Get yourself some counselling.

Start limiting visits to 15 minutes for a while (this doesn't have to be forever). Meditate/practice mindfulness during this time. If he talks he talks. You don't need to respond. If it's silent it's silent.

Do whatever you need to do each day for self care. You will be better able to care for your father if you are really, really being compassionate to yourself and making your self care your first priority. Reward yourself for every 15 minute visit.

Take a bunch of flowers ever time and take time telling him what the different kinds of flowers are and arranging them.

needsomehelpwiththisone · 17/10/2018 20:11

Fenella, Mayday and anyone else choosing just to have a pop: Kindly fuck off. Have you not got anything better to do?
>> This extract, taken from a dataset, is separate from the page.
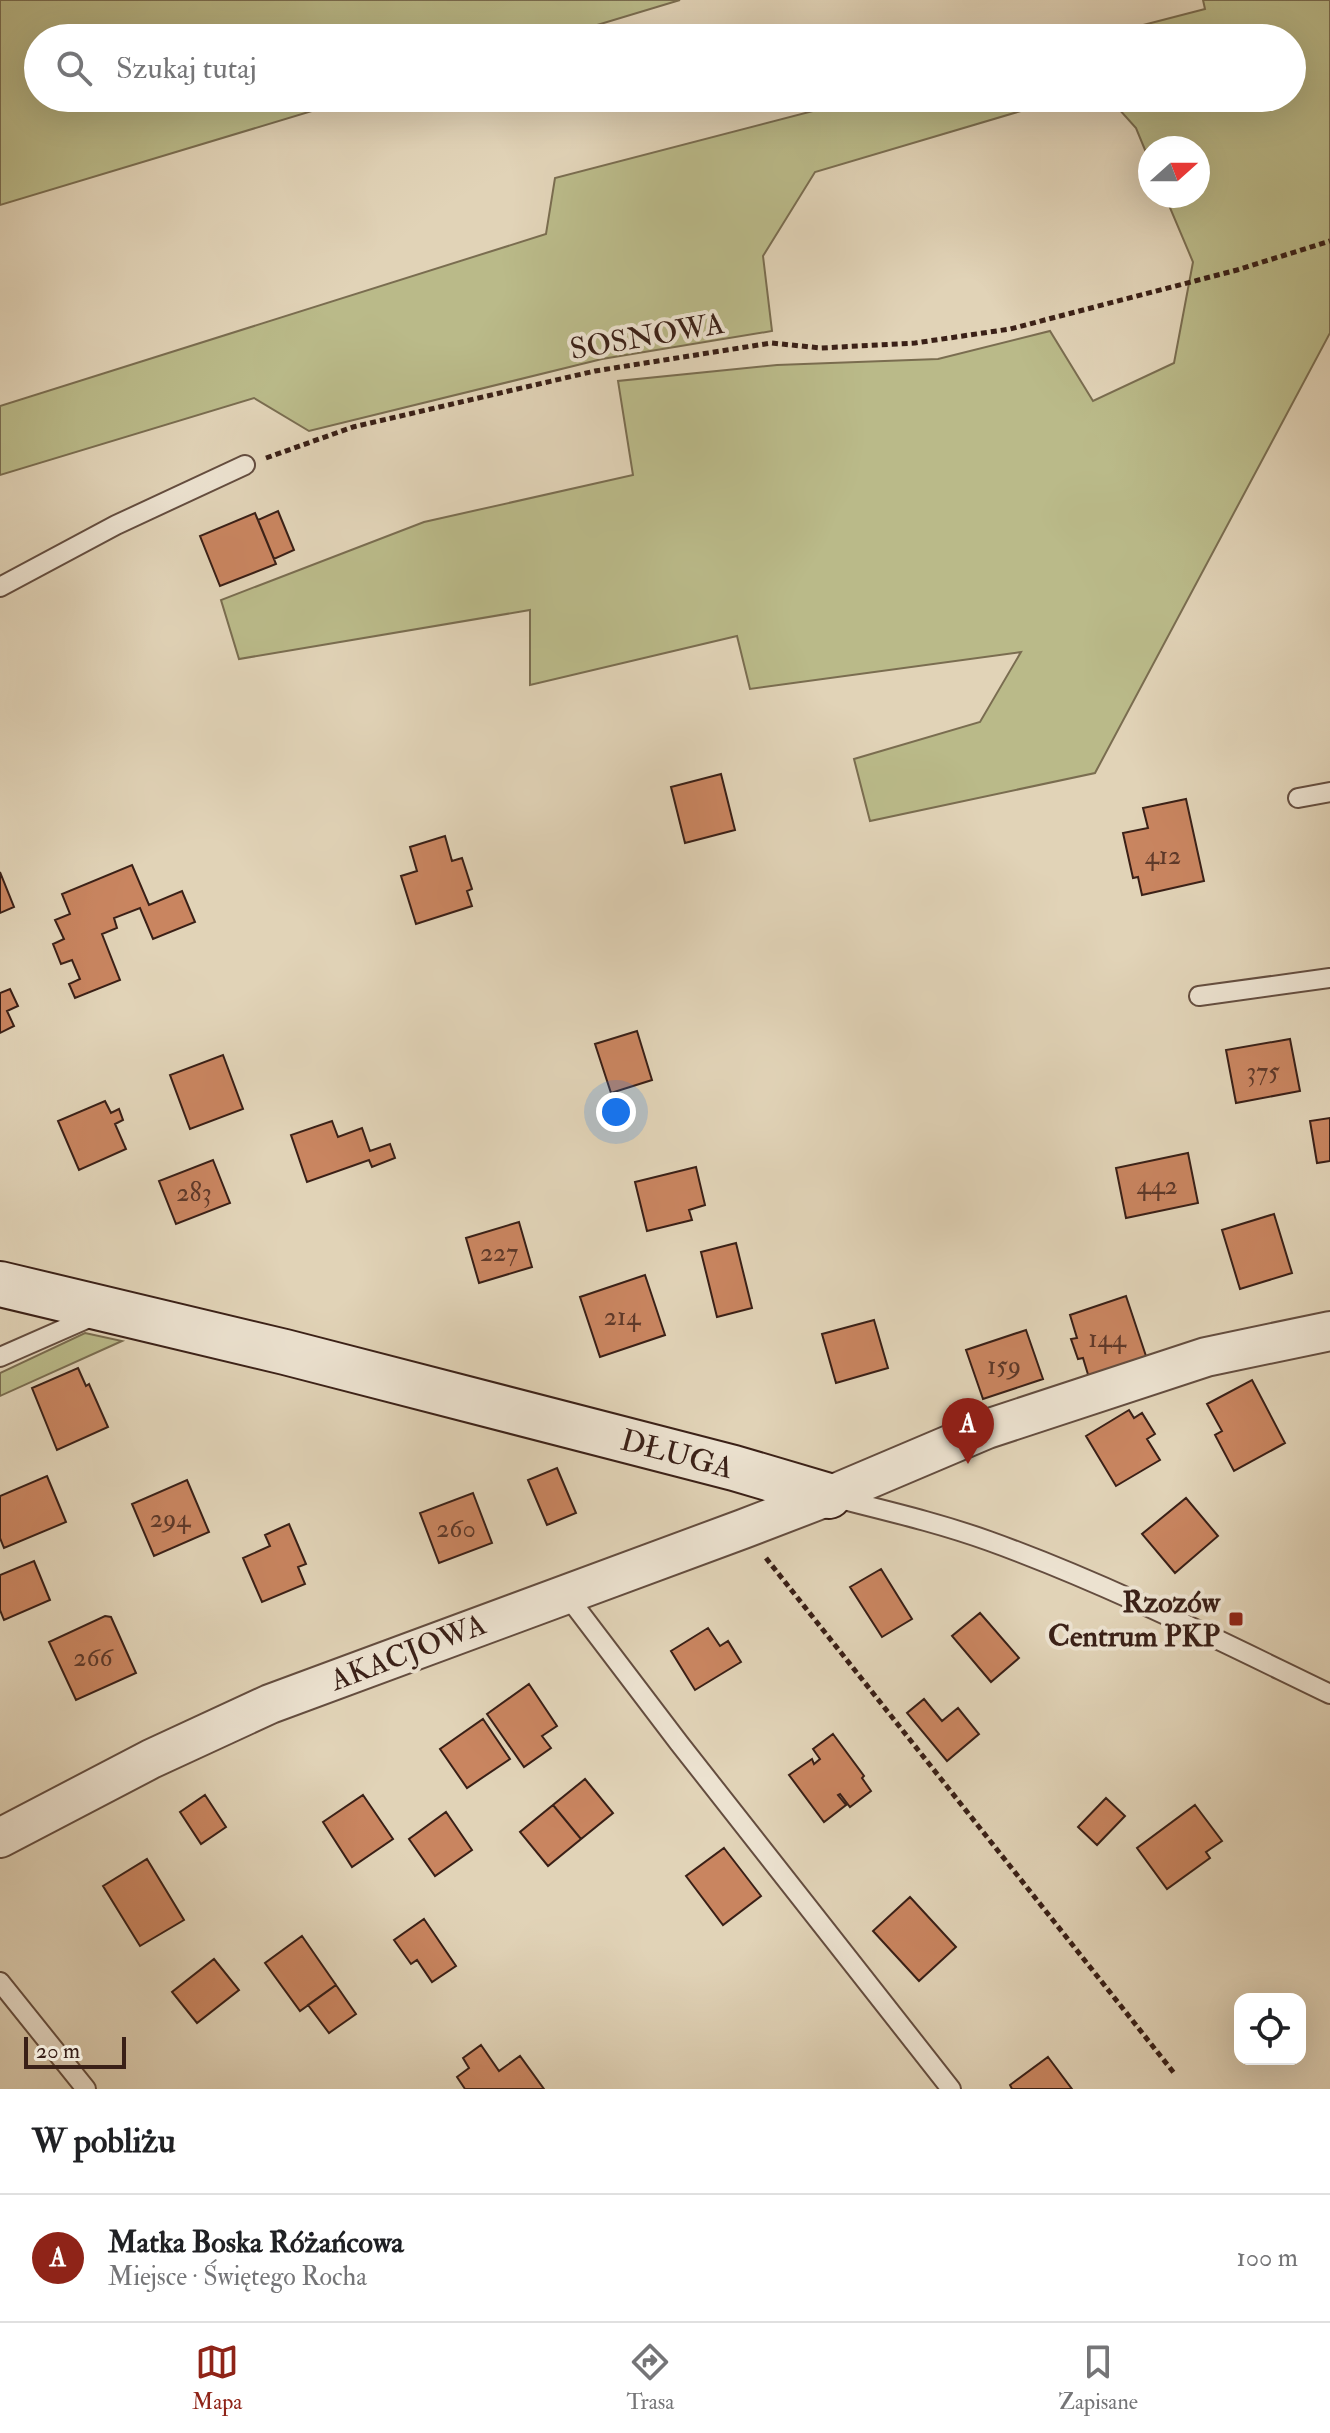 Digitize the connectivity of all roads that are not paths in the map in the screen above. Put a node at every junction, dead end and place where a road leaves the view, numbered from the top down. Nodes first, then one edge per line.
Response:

Try reading the damn thread before you jump in with such shit.

The rest of you, thank you.

OP posts:
needsomehelpwiththisone · 17/10/2018 20:14

I am NOT dismissing anything out of hand. I am telling you what will NOT WORK with him. I know what he's like, I'm bloody well living it. Those saying "ignore the phone" - if I do that, all that will acheieve is 30 more phone calls because I'm not answering the phone. The only way to get him to go away is to answer the fucking phone and I do not WANT to answer the fucking phone, I am sick of being at his beck and call and on a leash. This is not because of "his dementia". He does not HAVE dementia. He has severe anxiety around not being able to get hold of me and is taking it out on me and has done for the last ten years. Nobody is bloody listening and I am SICK of you all telling me that I'm wrong. I am not wrong, I've known this man for 51 years.

OP posts:
NoSquirrels · 17/10/2018 20:22

I’m so sorry, OP. Really really shitty situation. I have read the whole thread.

You can’t have what you want, which is to stop him calling you, for him to get social interaction with other people and not just you. That much is clear. No matter how much you want that, it is not going to happen.

So you need to manage your reactions, expectations and your guilt.

it doesn't solve the problem. It doesn't stop him calling me and it doesn't stop his distress at not being able to get hold of me, which makes him call me even more, and I'm still going to see fifty three thousand missed calls

That problem is unresolvable. A PP has posted about iPhone settings and turning off notifications which sounds like a good start to managing your reaction to it?

For the social interaction aspect, accept your dad has enough. It doesn’t seem enough, but it is. Carers every day, district nurse twice a week, you once a week. It’s ok. Feel no guilt on that score.

Just because it doesn’t seem enough doesn’t mean it isn’t enough. ‘Enough’ is good enough.

Isittimeforbed · 17/10/2018 20:22

If he doesn't have a number for your phone then he can't keep calling it.

needsomehelpwiththisone · 17/10/2018 20:29

Yes, right. Don't give him my number. Brilliant. So simple isn't it. And then I'm cutting off an 89 year old man. Could you do that with a clear conscience? What sort of person are you that you could do that? You know what he would do, if I did that? He would kill himself.

There is no bloody way out of this.

OP posts:
NoSquirrels · 17/10/2018 20:34

There is no bloody way out of this

How can you make peace with that fact, is the problem you need to solve. How can you make it more bearable for you? Don’t worry about him - he’s safe, looked after and has options even if he’d rather not take them. How can you give yourself options?